PROVIDED INFORMATION:
* * *
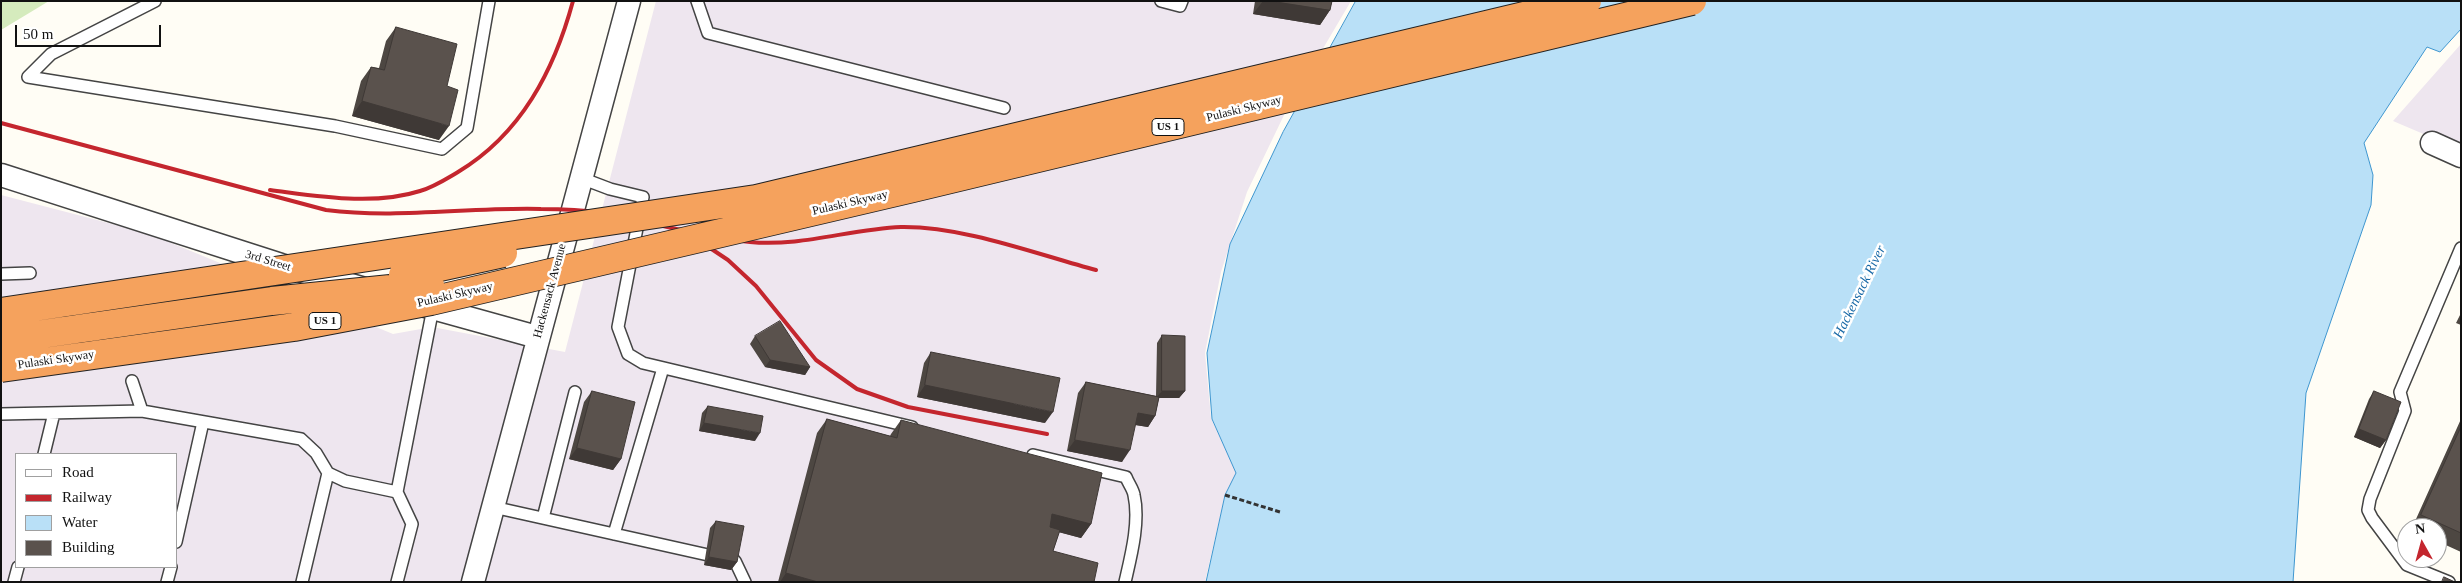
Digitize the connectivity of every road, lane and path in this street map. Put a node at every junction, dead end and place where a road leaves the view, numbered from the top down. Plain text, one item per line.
* * *
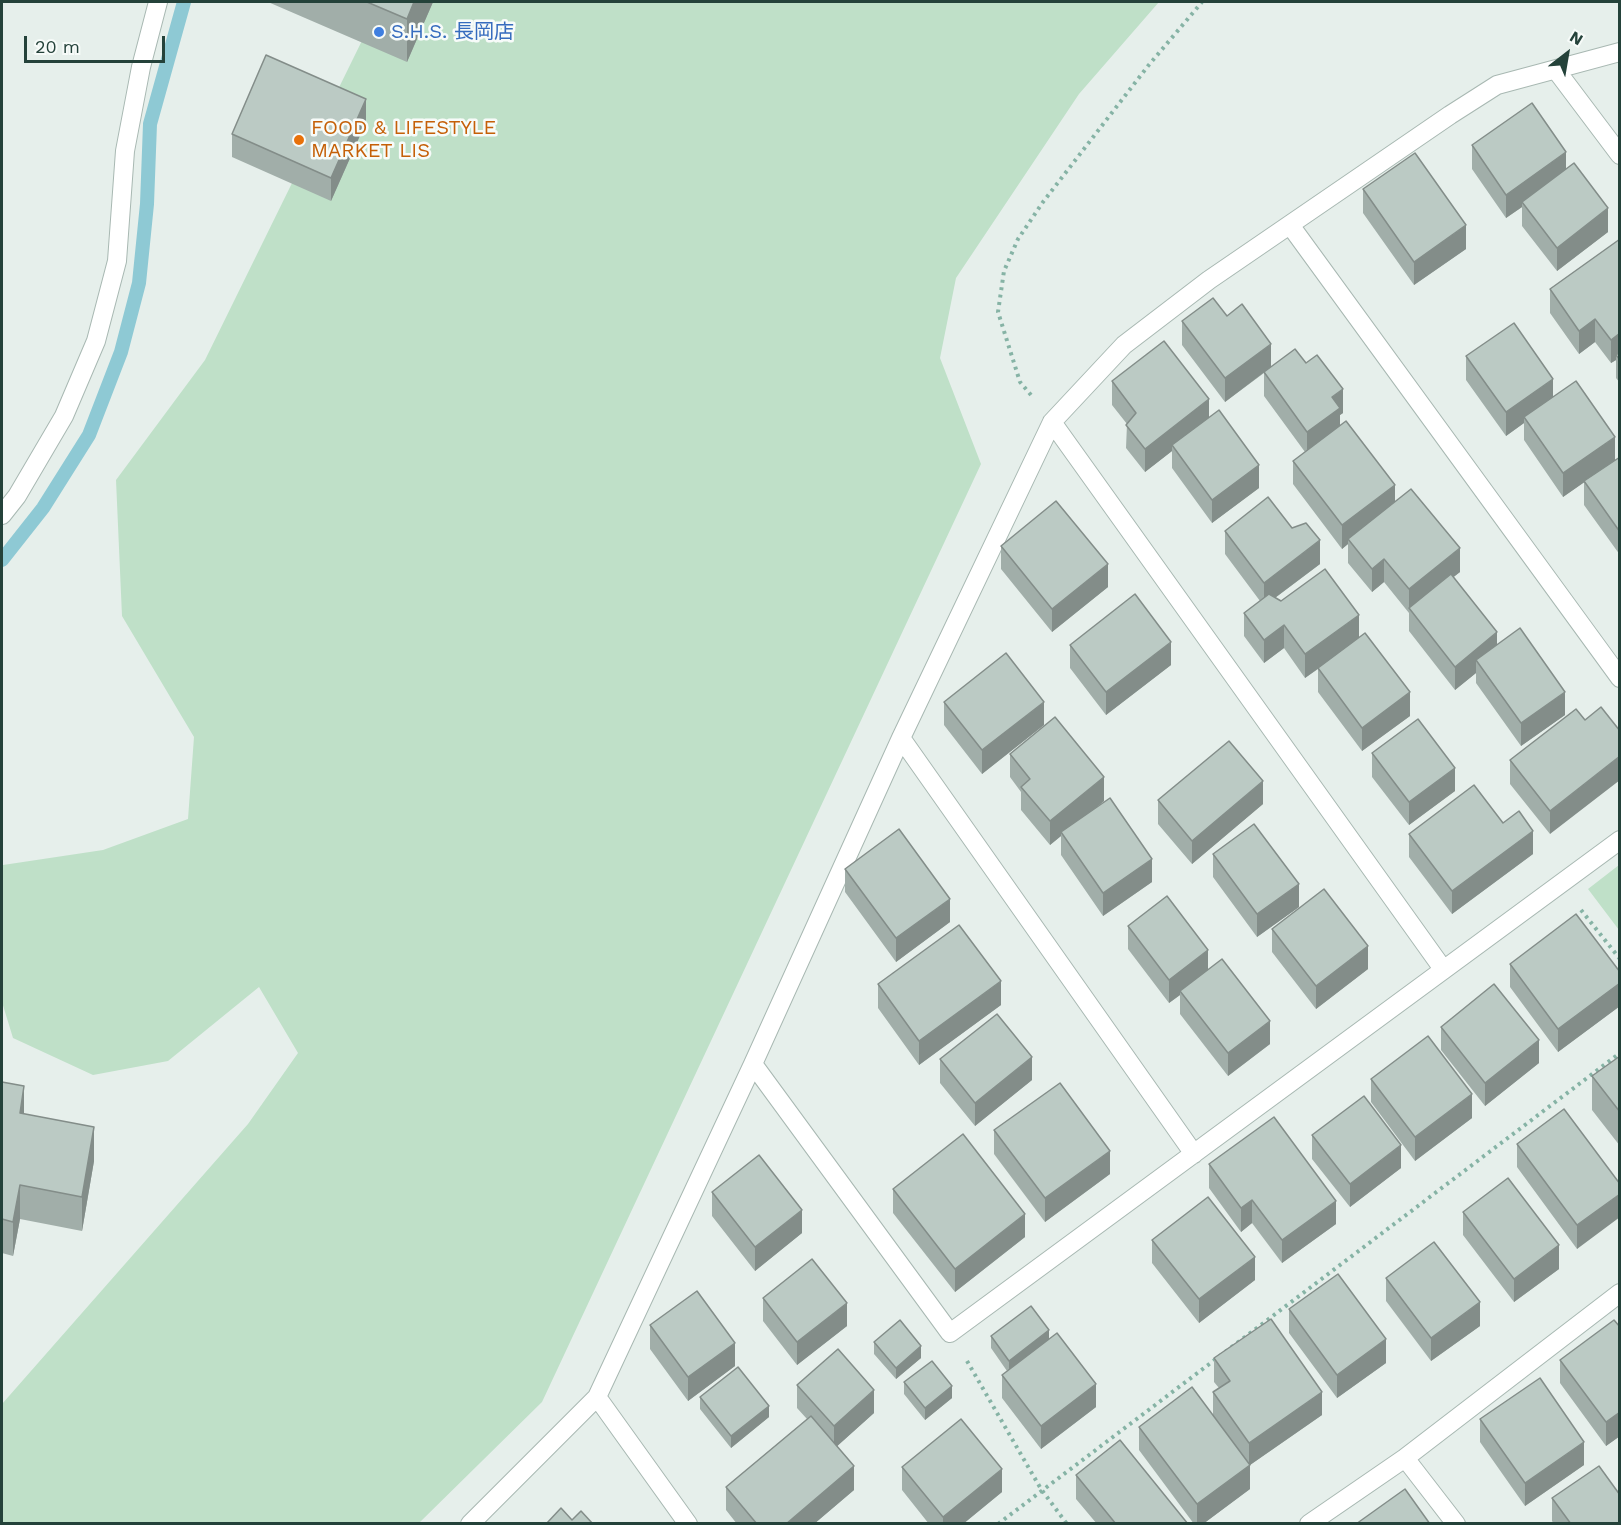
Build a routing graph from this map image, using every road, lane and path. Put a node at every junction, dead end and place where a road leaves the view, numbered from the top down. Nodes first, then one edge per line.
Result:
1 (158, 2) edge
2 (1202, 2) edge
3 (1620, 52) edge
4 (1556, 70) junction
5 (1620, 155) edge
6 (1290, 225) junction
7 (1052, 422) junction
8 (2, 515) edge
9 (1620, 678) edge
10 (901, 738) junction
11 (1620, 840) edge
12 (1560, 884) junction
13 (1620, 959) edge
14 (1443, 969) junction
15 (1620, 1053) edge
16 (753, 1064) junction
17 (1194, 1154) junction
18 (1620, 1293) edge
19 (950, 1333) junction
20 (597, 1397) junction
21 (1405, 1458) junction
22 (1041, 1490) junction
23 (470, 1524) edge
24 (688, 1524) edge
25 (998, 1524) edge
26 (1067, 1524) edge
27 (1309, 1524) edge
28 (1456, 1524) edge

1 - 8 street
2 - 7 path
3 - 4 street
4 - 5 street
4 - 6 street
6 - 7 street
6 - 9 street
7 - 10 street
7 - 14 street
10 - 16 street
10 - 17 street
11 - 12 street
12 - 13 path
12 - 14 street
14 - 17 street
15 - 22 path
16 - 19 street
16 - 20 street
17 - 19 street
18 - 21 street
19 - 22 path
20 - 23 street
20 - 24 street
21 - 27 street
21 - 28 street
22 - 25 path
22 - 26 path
* * *
WHAT THE TASK ASKS:
A line qualifies when it holds the word "every"; report all qualifying lines from the records above.

EXPECTED ANSWER:
Digitize the connectivity of every road, lane and path in this street map. Put a node at every junction, dead end and place where a road leaves the view, numbered from the top down. Plain text, one item per line.
Build a routing graph from this map image, using every road, lane and path. Put a node at every junction, dead end and place where a road leaves the view, numbered from the top down. Nodes first, then one edge per line.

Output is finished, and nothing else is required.